Haha a few things that I love about it here...
1-there are these gas trucks that drive by EVERY hour and they play this obnoxious jingle. I cant stand it, but at the same time it is kind of catchy even though I have no idea what it is saying. Sometimes I even catch myself humming the tune.
2-Ok so feo literally translates to 'ugly', but they use it for basically anything that they dont like. and bien translates to 'well', but when added to the front of a word its like saying that its 'the most'. for example, when my trainer talks about our apartment she says it is 'bienfeo'. haha 'well-ugly'. But really..it is BIENfeo. but thats alright, I really am getting used to icy showers. Oh, the first time I had to take a shower it probably took my like 10 minutes of just standing there and prepping myself for the freeze. It didnt work. It was so cold that the chilly morning air even felt warm. Haha..Enjoy your hot water there in America...
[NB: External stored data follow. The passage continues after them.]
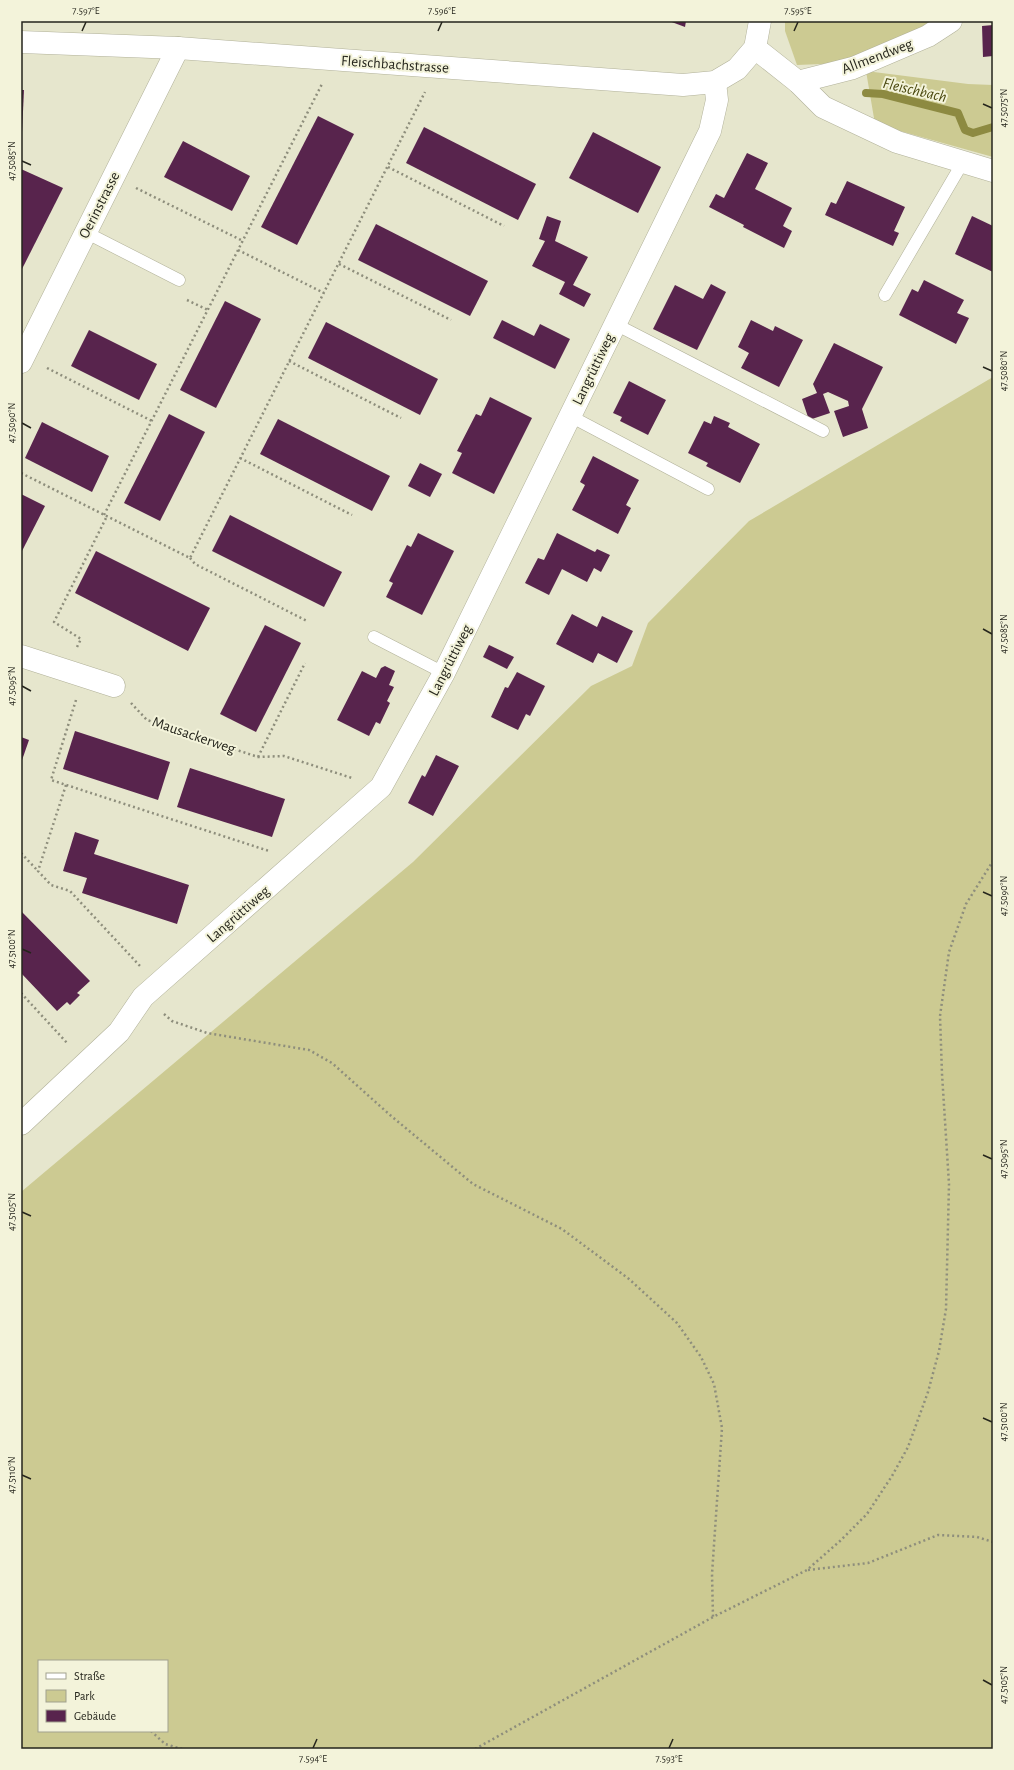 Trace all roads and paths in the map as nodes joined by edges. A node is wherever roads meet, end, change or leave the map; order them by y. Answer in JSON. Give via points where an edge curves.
{"nodes":[{"id":1,"x":760,"y":21,"type":"edge"},
{"id":2,"x":951,"y":21,"type":"edge"},
{"id":3,"x":21,"y":42,"type":"edge"},
{"id":4,"x":178,"y":48,"type":"junction"},
{"id":5,"x":755,"y":48,"type":"junction"},
{"id":6,"x":715,"y":82,"type":"junction"},
{"id":7,"x":798,"y":82,"type":"junction"},
{"id":8,"x":322,"y":83,"type":"dead end"},
{"id":9,"x":426,"y":92,"type":"dead end"},
{"id":10,"x":963,"y":162,"type":"junction"},
{"id":11,"x":388,"y":167,"type":"junction"},
{"id":12,"x":993,"y":171,"type":"edge"},
{"id":13,"x":113,"y":176,"type":"junction"},
{"id":14,"x":504,"y":226,"type":"dead end"},
{"id":15,"x":85,"y":232,"type":"junction"},
{"id":16,"x":243,"y":241,"type":"junction"},
{"id":17,"x":238,"y":250,"type":"junction"},
{"id":18,"x":339,"y":264,"type":"junction"},
{"id":19,"x":179,"y":280,"type":"dead end"},
{"id":20,"x":324,"y":293,"type":"junction"},
{"id":21,"x":885,"y":295,"type":"dead end"},
{"id":22,"x":451,"y":320,"type":"dead end"},
{"id":23,"x":615,"y":324,"type":"junction"},
{"id":24,"x":22,"y":359,"type":"edge"},
{"id":25,"x":289,"y":362,"type":"junction"},
{"id":26,"x":570,"y":416,"type":"junction"},
{"id":27,"x":401,"y":418,"type":"dead end"},
{"id":28,"x":152,"y":421,"type":"junction"},
{"id":29,"x":823,"y":431,"type":"dead end"},
{"id":30,"x":240,"y":458,"type":"junction"},
{"id":31,"x":21,"y":473,"type":"edge"},
{"id":32,"x":708,"y":489,"type":"dead end"},
{"id":33,"x":352,"y":515,"type":"dead end"},
{"id":34,"x":106,"y":516,"type":"junction"},
{"id":35,"x":190,"y":558,"type":"junction"},
{"id":36,"x":307,"y":621,"type":"dead end"},
{"id":37,"x":374,"y":637,"type":"dead end"},
{"id":38,"x":21,"y":656,"type":"edge"},
{"id":39,"x":305,"y":664,"type":"dead end"},
{"id":40,"x":444,"y":673,"type":"junction"},
{"id":41,"x":75,"y":674,"type":"junction"},
{"id":42,"x":114,"y":686,"type":"joint"},
{"id":43,"x":258,"y":757,"type":"junction"},
{"id":44,"x":66,"y":785,"type":"junction"},
{"id":45,"x":381,"y":787,"type":"junction"},
{"id":46,"x":21,"y":853,"type":"edge"},
{"id":47,"x":298,"y":861,"type":"junction"},
{"id":48,"x":993,"y":861,"type":"edge"},
{"id":49,"x":38,"y":871,"type":"junction"},
{"id":50,"x":150,"y":991,"type":"junction"},
{"id":51,"x":21,"y":993,"type":"edge"},
{"id":52,"x":86,"y":1063,"type":"junction"},
{"id":53,"x":21,"y":1124,"type":"edge"},
{"id":54,"x":993,"y":1542,"type":"edge"},
{"id":55,"x":807,"y":1570,"type":"junction"},
{"id":56,"x":713,"y":1617,"type":"junction"},
{"id":57,"x":152,"y":1732,"type":"edge"},
{"id":58,"x":182,"y":1749,"type":"edge"},
{"id":59,"x":474,"y":1749,"type":"edge"}],
"edges":[{"from":1,"to":5,"type":"street"},
{"from":2,"to":7,"type":"street","name":"Allmendweg","via":[[928,36],[853,68]]},
{"from":3,"to":4,"type":"street","name":"Fleischbachstrasse"},
{"from":4,"to":6,"type":"street","name":"Fleischbachstrasse","via":[[683,85]]},
{"from":4,"to":13,"type":"street","name":"Oerinstrasse"},
{"from":5,"to":6,"type":"street","name":"Fleischbachstrasse","via":[[737,69]]},
{"from":5,"to":7,"type":"street"},
{"from":6,"to":23,"type":"street","name":"Langrüttiweg","via":[[717,100],[710,131]]},
{"from":7,"to":10,"type":"street","via":[[824,107],[897,142]]},
{"from":8,"to":16,"type":"path"},
{"from":9,"to":11,"type":"path"},
{"from":10,"to":12,"type":"street"},
{"from":10,"to":21,"type":"lane"},
{"from":11,"to":14,"type":"path"},
{"from":11,"to":18,"type":"path"},
{"from":13,"to":15,"type":"street","name":"Oerinstrasse"},
{"from":13,"to":16,"type":"path"},
{"from":15,"to":19,"type":"lane"},
{"from":15,"to":24,"type":"street","name":"Oerinstrasse"},
{"from":16,"to":17,"type":"path"},
{"from":17,"to":20,"type":"path"},
{"from":17,"to":28,"type":"path"},
{"from":18,"to":20,"type":"path"},
{"from":18,"to":22,"type":"path"},
{"from":20,"to":25,"type":"path"},
{"from":23,"to":26,"type":"street","name":"Langrüttiweg"},
{"from":23,"to":29,"type":"lane"},
{"from":24,"to":28,"type":"path"},
{"from":25,"to":27,"type":"path"},
{"from":25,"to":30,"type":"path"},
{"from":26,"to":32,"type":"lane"},
{"from":26,"to":40,"type":"street","name":"Langrüttiweg"},
{"from":28,"to":34,"type":"path"},
{"from":30,"to":33,"type":"path"},
{"from":30,"to":35,"type":"path"},
{"from":31,"to":34,"type":"path"},
{"from":34,"to":35,"type":"path"},
{"from":34,"to":41,"type":"path","via":[[54,622],[81,639]]},
{"from":35,"to":36,"type":"path","via":[[195,564]]},
{"from":37,"to":40,"type":"lane"},
{"from":38,"to":41,"type":"street"},
{"from":39,"to":43,"type":"path"},
{"from":40,"to":45,"type":"street","name":"Langrüttiweg"},
{"from":41,"to":42,"type":"street"},
{"from":41,"to":44,"type":"path","via":[[51,780]]},
{"from":42,"to":43,"type":"path","name":"Mausackerweg","via":[[147,720]]},
{"from":43,"to":45,"type":"path","name":"Mausackerweg","via":[[284,756]]},
{"from":44,"to":47,"type":"path"},
{"from":44,"to":49,"type":"path"},
{"from":45,"to":47,"type":"street","name":"Langrüttiweg"},
{"from":46,"to":49,"type":"path"},
{"from":47,"to":50,"type":"street","name":"Langrüttiweg"},
{"from":48,"to":55,"type":"path","via":[[966,904],[949,952],[940,1016],[949,1184],[946,1309],[939,1351],[928,1392],[908,1447],[892,1476],[867,1514]]},
{"from":49,"to":50,"type":"path","via":[[51,885],[70,891]]},
{"from":50,"to":52,"type":"street","name":"Langrüttiweg","via":[[119,1032]]},
{"from":50,"to":56,"type":"path","via":[[172,1021],[207,1033],[309,1050],[332,1063],[473,1184],[562,1229],[629,1279],[677,1323],[701,1357],[714,1384],[722,1428],[712,1574]]},
{"from":51,"to":52,"type":"path"},
{"from":52,"to":53,"type":"street","name":"Langrüttiweg"},
{"from":54,"to":55,"type":"path","via":[[977,1537],[938,1535],[868,1563]]},
{"from":55,"to":56,"type":"path"},
{"from":56,"to":59,"type":"path"},
{"from":57,"to":58,"type":"path","via":[[165,1744]]}]}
3- The pueblitos. They are little towns that surround the city. Oh, by the way Ive been assigned to the Libertad1, Tehuacan area. Look it up on Google, its beautiful. Anyways, the pueblitos are really amazing. They are just very unique and I love the experience of going there.
4- the combis. They are like big vans that are made into buses. And they are just all over. They honk at you when you are walking to see if you want a ride. The first day here I kept thinking that people were honking at us either because there we were missionaries or to let the Mexicanas know that there was a white giant in their midst (PS there are two hermana companionships in our area and one of the hermanas is Hermana Holmen from Brigham City. What are the chances!!). Either way, I was wrong. haha. But sometimes there are so many people on the combi that you are just smashed against everyone and Im sure it looks hilarious when everyone gets off.
5-I love my trainer (Hermana Poot - prounounced Pote). She is literally the most patient person I know. I cant imagine having to explain every other word to a frantic giant. Ok thats another thing. I am seriously taller than almost EVERYONE here. Definitely the minority. IAnyone who thinks it is awkward to be tall in high school should spend some time as a tall, white, blonde, female missionary in the heart of Mexico. I go against every single norm here. But its ok, it provides a nice conversation starter where I can say 'Buenos dias. Somos misioneras por la Iglesia de Jesucristo de los Santos de los Ultimos Dias.' and then my compañera pipes in. Cause thats basically all that I know it feels like. So yeah, other than the language barrier I really am doing great. I have faith that Heavenly Father definitely knows what He is doing and if I just keep trying and stay positive, I will be uplifted by Him. I am so grateful for the Gospel of Jesus Christ. I mean that is why I am here right, but I didnt think that I would be the one that would need His help the most right now. Im beginning to realize that, although I am here to bring others unto Christ, really I am the one being molded by His power. I am not going to lie, this is really hard. However, it is something beautiful. Because no matter how hard it gets for me, I know that my Savior, Jesucristo, is right there with me. And thats what I want to share with others. The knowledge that they are never alone. God loves us and he desperately wants us to return to him. So, despite not being able to understand nada and sticking out like a sore thumb (really? where does that even come from?), I will keep pushing on and keep working hard. He gave His all, so how could I give less than my best?